● **INPUT MATERIAL**:

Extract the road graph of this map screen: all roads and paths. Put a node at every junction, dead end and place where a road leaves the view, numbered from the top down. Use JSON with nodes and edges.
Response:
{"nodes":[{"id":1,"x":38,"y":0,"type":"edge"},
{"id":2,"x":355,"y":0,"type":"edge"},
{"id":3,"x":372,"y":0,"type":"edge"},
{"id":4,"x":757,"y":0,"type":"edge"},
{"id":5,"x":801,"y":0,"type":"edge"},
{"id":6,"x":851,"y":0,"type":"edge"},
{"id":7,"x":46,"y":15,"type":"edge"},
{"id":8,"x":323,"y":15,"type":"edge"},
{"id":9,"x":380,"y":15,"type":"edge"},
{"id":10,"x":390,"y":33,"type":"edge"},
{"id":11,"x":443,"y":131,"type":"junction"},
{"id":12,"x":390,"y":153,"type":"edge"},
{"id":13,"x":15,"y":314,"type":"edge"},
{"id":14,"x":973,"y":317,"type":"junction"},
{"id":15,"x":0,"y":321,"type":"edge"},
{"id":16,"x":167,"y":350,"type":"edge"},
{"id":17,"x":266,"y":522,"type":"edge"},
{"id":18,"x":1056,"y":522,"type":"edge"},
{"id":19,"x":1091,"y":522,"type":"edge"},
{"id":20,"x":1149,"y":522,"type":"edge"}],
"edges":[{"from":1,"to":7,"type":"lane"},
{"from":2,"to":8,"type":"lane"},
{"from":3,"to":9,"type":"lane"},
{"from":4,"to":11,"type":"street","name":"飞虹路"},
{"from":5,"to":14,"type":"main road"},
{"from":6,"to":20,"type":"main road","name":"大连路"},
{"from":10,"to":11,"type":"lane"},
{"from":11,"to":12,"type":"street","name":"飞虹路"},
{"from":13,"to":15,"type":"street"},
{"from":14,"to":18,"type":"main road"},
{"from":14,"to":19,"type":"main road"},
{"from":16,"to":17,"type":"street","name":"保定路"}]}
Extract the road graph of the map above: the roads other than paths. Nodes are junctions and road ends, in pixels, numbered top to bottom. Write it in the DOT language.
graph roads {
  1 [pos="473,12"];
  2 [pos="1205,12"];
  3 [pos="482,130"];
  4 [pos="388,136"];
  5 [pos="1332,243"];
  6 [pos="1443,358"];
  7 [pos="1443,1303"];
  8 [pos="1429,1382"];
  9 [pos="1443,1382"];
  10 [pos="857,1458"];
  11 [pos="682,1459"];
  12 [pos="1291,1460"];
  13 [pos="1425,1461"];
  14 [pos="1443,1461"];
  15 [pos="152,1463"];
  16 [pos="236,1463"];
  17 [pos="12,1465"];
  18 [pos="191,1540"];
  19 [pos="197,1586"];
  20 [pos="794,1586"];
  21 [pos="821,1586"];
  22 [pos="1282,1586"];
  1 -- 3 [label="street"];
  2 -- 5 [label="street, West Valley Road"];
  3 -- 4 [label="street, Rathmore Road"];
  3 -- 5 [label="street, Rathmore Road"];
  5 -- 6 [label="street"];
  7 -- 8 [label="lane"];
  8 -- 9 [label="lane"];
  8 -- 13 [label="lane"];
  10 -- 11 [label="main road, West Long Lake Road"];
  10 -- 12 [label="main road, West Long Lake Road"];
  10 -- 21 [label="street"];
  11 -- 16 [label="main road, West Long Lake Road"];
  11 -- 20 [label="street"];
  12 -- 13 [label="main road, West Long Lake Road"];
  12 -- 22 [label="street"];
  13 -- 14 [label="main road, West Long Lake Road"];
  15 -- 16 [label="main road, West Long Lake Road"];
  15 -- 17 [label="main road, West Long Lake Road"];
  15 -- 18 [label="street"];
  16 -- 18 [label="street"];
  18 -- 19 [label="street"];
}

● **THE TASK**: Lines of the listing above that contain the word "graph" should all be returned.

● **RESULT OF THE TASK**:
Extract the road graph of this map screen: all roads and paths. Put a node at every junction, dead end and place where a road leaves the view, numbered from the top down. Use JSON with nodes and edges.
Extract the road graph of the map above: the roads other than paths. Nodes are junctions and road ends, in pixels, numbered top to bottom. Write it in the DOT language.
graph roads {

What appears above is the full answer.